RESEARCH OBJECTIVES:
The aim of this study is to find whether the companies with goodwill impairments repurchase
shares more than other firms. Prior research reveals that the market revises its expectations
downward when a firm announces a goodwill impairment loss. On the other hand, earlier findings
document that companies repurchasing shares experience an increase in stock price. Thus, due to
the undervaluation following goodwill impairment, companies may have incentives to repurchase
shares. The further analysis concentrates on finding whether the companies with impaired goodwill
and a below one market-to-book ratio repurchase stock more than other firms.
DATA AND METHODOLOGY:
The final sample of the research consists of 25 334 observations. The data is collected from
Compustat North America database from years 2003-2013. The data includes observations that
report goodwill excluding financial institutions and utility companies.
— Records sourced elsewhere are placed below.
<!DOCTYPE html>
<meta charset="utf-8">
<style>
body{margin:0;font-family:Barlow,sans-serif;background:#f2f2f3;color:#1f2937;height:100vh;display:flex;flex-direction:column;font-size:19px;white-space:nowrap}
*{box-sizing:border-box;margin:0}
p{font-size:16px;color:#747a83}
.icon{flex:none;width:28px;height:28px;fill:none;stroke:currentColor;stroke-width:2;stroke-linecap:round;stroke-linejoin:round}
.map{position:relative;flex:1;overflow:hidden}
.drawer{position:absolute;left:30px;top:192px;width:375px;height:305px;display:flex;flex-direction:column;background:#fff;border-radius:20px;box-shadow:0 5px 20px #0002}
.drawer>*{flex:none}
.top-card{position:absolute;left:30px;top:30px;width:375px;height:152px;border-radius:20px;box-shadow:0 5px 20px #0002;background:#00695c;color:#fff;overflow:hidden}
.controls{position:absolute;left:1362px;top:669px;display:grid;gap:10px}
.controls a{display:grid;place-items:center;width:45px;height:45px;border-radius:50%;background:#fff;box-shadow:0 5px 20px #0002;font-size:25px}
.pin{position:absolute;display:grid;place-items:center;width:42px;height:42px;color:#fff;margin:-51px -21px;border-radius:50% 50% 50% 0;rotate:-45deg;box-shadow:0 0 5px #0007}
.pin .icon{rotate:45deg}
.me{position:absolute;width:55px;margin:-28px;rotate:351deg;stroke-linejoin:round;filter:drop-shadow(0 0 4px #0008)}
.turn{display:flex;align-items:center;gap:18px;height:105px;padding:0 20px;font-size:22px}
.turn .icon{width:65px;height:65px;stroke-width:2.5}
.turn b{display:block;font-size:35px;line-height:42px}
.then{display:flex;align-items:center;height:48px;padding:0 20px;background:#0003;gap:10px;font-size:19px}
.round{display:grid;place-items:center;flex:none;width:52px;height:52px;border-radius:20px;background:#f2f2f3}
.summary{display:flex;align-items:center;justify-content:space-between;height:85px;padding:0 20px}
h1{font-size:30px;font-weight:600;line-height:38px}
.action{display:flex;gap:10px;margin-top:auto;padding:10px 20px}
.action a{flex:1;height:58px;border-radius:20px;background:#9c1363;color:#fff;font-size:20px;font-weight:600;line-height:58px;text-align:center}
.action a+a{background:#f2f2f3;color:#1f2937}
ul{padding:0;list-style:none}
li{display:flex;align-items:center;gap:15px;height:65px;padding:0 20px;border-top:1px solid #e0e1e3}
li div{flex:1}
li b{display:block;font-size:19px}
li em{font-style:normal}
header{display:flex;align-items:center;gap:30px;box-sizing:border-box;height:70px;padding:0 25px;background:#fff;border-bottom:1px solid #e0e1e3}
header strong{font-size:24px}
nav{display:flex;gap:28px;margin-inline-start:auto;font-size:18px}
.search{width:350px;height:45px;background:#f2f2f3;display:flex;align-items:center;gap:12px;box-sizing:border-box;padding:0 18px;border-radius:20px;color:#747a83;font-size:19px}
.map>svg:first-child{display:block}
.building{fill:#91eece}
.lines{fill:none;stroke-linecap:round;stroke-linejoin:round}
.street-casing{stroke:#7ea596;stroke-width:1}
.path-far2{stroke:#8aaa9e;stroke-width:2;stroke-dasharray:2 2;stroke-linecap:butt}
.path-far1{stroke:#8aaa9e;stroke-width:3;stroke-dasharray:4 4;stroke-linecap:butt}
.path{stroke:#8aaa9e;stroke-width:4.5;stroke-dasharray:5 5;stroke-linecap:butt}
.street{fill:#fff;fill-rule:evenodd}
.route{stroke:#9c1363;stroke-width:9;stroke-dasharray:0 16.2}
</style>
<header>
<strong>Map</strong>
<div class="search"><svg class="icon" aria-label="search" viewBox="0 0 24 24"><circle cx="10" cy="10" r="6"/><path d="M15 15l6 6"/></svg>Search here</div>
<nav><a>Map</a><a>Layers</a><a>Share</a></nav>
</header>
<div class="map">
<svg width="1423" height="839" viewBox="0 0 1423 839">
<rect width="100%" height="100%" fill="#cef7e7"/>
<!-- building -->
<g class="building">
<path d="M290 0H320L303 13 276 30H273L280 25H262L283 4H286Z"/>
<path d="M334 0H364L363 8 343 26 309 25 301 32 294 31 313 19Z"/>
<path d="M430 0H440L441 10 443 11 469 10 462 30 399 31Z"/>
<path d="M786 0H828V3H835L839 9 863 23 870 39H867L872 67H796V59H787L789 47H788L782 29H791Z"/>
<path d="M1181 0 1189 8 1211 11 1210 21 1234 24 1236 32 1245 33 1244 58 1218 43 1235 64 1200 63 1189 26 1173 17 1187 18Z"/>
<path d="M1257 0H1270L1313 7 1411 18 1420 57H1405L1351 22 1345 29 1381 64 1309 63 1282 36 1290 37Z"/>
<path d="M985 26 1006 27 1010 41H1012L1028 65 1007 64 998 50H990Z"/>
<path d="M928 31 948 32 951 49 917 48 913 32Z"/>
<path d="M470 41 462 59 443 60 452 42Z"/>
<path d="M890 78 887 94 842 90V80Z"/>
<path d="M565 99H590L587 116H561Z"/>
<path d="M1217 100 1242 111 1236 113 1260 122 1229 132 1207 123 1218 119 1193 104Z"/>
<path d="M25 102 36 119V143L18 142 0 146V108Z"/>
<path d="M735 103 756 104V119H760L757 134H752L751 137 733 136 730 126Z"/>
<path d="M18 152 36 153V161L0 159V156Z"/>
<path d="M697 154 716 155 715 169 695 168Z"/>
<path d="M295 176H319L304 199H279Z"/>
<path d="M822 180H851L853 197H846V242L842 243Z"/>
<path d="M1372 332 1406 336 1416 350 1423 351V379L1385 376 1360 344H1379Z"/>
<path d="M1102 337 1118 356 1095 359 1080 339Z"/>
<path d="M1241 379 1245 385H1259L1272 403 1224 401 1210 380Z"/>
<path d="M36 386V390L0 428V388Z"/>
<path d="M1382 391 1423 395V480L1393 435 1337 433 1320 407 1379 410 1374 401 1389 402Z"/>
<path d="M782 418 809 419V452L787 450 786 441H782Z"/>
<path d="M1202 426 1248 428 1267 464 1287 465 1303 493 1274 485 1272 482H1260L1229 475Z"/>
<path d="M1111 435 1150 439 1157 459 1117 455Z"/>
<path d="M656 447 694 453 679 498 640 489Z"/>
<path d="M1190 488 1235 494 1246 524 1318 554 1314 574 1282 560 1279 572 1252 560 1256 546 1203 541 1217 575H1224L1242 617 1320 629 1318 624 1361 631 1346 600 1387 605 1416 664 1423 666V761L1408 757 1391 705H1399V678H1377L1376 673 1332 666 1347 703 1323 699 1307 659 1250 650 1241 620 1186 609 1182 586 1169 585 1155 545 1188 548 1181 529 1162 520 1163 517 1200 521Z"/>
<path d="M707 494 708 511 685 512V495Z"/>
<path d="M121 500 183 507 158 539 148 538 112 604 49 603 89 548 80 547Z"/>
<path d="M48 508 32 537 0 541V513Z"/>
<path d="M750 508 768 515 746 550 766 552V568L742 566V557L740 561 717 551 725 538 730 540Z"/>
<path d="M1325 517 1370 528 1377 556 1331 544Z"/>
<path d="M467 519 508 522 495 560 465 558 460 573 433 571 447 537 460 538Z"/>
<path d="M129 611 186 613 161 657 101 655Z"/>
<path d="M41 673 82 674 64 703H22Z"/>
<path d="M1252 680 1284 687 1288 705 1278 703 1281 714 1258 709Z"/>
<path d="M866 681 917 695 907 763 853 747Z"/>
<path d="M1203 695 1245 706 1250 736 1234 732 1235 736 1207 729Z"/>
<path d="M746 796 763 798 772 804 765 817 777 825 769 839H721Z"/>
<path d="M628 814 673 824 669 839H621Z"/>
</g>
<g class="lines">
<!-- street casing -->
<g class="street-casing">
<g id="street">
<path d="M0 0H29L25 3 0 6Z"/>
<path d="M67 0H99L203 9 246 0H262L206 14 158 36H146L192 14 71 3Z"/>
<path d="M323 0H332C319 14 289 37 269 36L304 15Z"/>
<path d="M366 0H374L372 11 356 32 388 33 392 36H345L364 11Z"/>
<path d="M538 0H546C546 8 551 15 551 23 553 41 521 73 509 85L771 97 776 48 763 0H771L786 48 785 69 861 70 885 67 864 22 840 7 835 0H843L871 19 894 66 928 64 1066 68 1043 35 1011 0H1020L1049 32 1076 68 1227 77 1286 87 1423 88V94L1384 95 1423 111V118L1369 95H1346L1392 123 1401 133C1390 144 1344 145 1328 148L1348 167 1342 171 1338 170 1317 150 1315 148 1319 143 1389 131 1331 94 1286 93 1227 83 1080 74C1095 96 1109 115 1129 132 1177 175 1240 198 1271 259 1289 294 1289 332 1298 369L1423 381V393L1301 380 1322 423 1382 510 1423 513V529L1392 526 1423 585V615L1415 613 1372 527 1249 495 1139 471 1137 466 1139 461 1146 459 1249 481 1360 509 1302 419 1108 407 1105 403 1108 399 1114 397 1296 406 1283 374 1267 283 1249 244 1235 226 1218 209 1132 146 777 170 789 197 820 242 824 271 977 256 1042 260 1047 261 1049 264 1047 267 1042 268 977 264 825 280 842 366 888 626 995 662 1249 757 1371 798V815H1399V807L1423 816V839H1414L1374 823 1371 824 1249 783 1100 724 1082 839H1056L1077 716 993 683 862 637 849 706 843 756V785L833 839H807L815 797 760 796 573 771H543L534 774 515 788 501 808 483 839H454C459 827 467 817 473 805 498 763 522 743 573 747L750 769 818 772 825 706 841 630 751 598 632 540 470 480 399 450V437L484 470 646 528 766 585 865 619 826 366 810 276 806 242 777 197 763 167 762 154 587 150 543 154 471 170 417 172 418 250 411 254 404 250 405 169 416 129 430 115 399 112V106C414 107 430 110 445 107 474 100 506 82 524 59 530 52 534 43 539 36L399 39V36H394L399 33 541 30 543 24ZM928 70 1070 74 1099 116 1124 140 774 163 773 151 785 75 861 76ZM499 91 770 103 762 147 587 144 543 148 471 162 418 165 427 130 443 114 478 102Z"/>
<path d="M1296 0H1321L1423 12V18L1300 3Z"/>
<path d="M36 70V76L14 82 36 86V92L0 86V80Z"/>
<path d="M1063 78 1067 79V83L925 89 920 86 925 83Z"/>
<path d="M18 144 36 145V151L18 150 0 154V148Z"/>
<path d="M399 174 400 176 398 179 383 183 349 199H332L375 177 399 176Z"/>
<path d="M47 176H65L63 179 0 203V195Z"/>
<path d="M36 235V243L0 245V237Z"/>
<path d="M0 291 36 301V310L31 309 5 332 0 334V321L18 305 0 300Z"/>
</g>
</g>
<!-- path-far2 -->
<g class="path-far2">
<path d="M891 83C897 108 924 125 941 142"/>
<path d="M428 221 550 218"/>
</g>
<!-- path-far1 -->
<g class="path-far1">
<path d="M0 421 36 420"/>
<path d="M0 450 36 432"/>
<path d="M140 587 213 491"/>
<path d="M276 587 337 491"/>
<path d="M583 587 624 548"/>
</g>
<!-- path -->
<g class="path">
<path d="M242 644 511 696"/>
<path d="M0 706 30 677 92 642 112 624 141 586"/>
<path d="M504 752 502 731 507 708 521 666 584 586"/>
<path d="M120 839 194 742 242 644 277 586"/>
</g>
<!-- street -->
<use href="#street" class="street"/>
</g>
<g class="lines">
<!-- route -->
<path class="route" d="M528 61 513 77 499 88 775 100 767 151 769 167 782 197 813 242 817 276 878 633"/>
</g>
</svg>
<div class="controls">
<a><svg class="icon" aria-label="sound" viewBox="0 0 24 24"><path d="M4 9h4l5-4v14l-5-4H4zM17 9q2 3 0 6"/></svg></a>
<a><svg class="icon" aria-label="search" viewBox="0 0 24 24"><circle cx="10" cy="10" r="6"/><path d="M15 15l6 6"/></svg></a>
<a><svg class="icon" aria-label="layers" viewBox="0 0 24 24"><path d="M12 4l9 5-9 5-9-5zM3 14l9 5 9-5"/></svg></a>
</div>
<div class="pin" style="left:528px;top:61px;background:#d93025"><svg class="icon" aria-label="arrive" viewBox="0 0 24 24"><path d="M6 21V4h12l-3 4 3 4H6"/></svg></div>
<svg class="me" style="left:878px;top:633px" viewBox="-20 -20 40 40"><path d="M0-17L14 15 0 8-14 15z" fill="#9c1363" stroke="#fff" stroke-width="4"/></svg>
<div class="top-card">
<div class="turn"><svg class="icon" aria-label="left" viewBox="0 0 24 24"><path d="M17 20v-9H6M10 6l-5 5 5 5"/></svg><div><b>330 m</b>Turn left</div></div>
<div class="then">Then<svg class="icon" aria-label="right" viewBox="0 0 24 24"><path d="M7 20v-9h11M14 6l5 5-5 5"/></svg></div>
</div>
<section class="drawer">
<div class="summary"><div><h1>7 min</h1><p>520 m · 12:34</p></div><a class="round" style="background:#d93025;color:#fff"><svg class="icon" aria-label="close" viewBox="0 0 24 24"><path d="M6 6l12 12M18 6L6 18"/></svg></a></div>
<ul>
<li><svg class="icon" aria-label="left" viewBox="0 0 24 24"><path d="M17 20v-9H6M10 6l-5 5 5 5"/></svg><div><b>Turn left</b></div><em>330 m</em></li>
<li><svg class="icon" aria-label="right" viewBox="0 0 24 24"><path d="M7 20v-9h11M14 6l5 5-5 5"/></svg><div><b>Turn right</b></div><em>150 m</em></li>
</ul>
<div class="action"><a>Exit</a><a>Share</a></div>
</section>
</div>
The research questions are
examined using logistic and Tobit regressions. Logistic regression tests whether the recognition of
goodwill impairment loss leads to a firm's decision to repurchase shares. Tobit regression is used
to find whether the magnitude of goodwill impairment is associated with an increased amount of
stock buybacks.
RESULTS:
The results indicate that the recognition of goodwill impairment, on average, does not seem to have
an impact on the companies' decision to repurchase shares. Neither the magnitude of goodwill
write-off is associated with a higher amount of repurchases. However, the results suggest that if a
firm reports goodwill impairment and its market-to-book value is below one, it is likely to
repurchase stock more than other companies.